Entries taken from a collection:

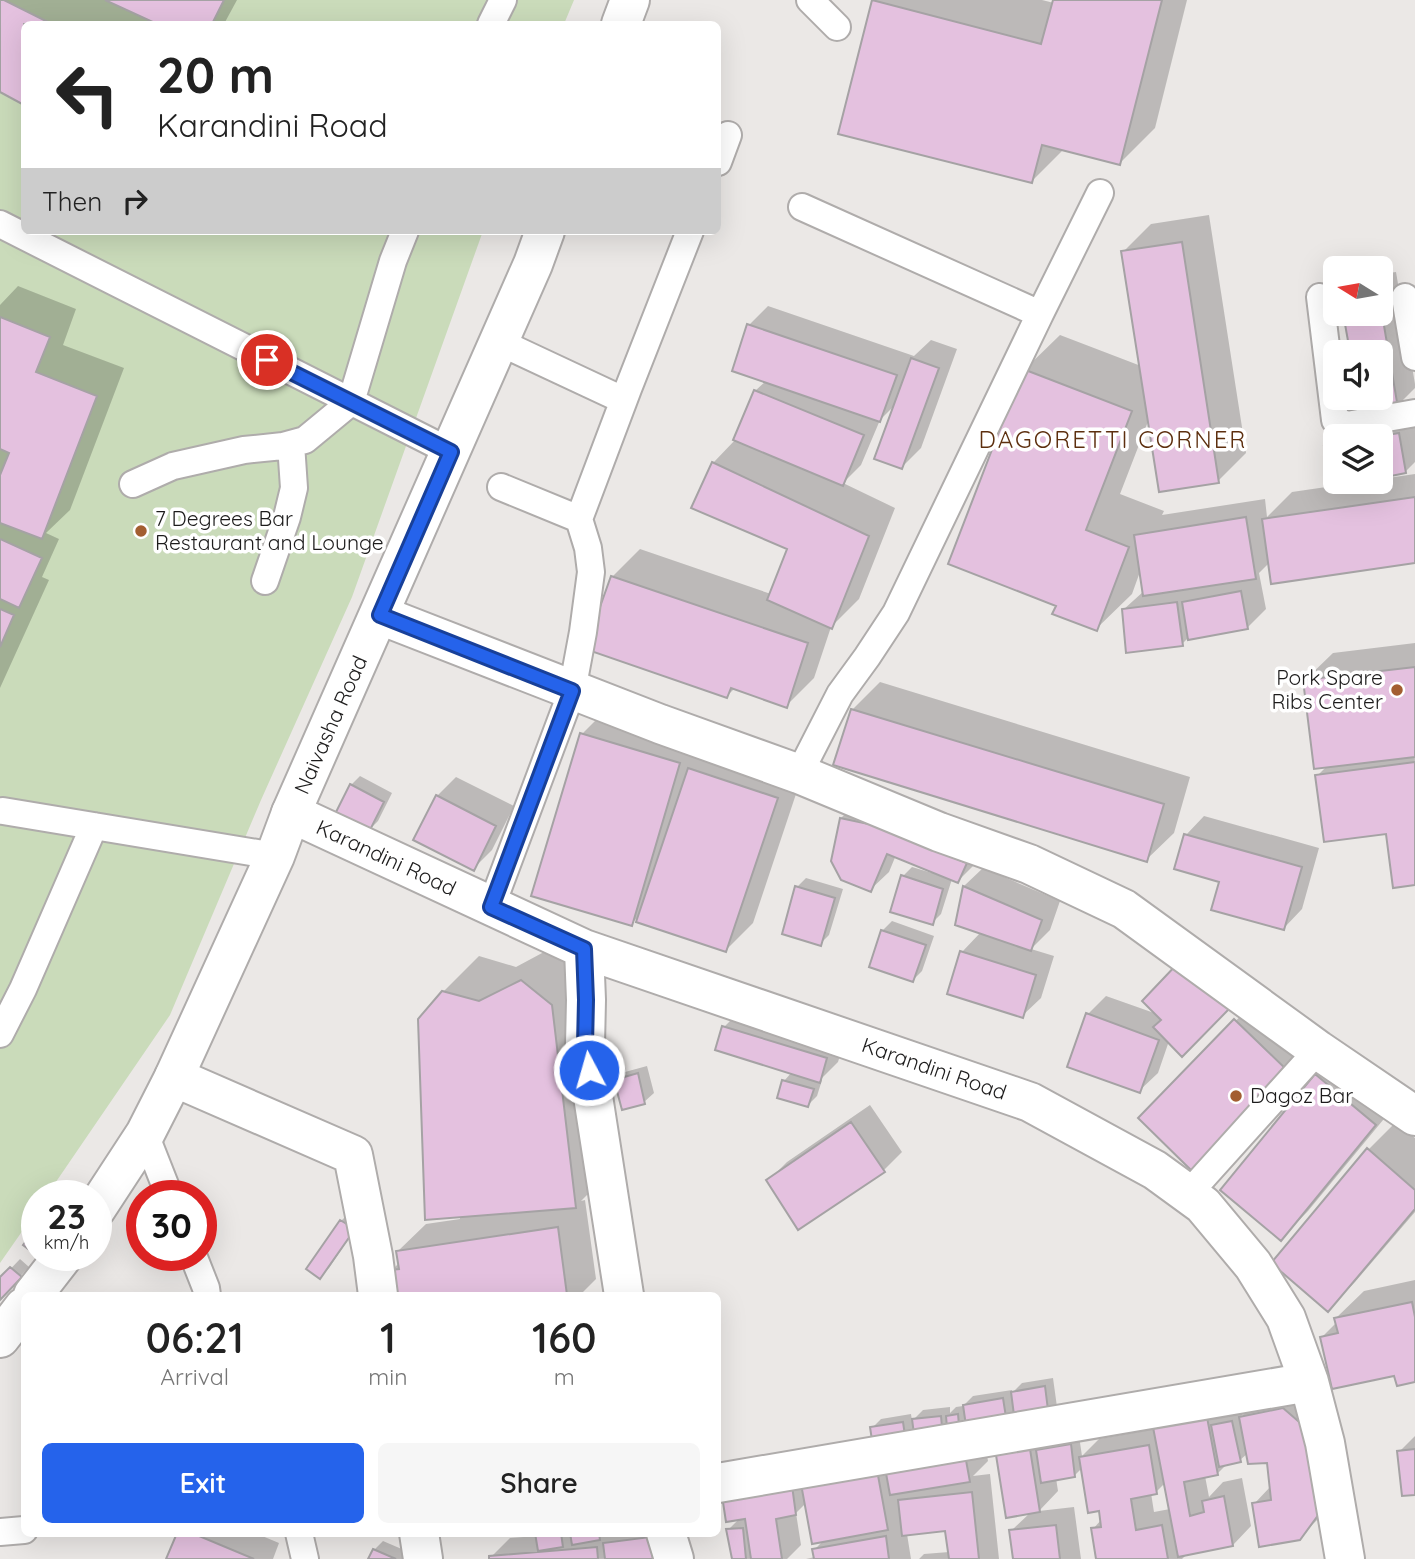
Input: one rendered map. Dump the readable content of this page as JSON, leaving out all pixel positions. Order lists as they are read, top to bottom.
{
  "streets": {
    "street": ["Naivasha Road", "Karandini Road"]
  },
  "crossings": [
    ["Naivasha Road", "Karandini Road"]
  ],
  "districts": ["DAGORETTI CORNER"],
  "places": ["7 Degrees Bar Restaurant and Lounge", "Pork Spare Ribs Center", "Dagoz Bar"],
  "north": "left",
  "page": {
    "turn": ["20 m", "Karandini Road"],
    "then": "Then",
    "speed": "23 km/h",
    "limit": "30",
    "eta": [
      "06:21",
      "Arrival",
      "1",
      "min",
      "160",
      "m"
    ],
    "buttons": ["Exit", "Share"]
  }
}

● **Assignment**: Every record above must be copied exactly, and no picture may appear in the copy.

● **Exercise result**:
Input: one rendered map. Dump the readable content of this page as JSON, leaving out all pixel positions. Order lists as they are read, top to bottom.
{
  "streets": {
    "street": ["Naivasha Road", "Karandini Road"]
  },
  "crossings": [
    ["Naivasha Road", "Karandini Road"]
  ],
  "districts": ["DAGORETTI CORNER"],
  "places": ["7 Degrees Bar Restaurant and Lounge", "Pork Spare Ribs Center", "Dagoz Bar"],
  "north": "left",
  "page": {
    "turn": ["20 m", "Karandini Road"],
    "then": "Then",
    "speed": "23 km/h",
    "limit": "30",
    "eta": [
      "06:21",
      "Arrival",
      "1",
      "min",
      "160",
      "m"
    ],
    "buttons": ["Exit", "Share"]
  }
}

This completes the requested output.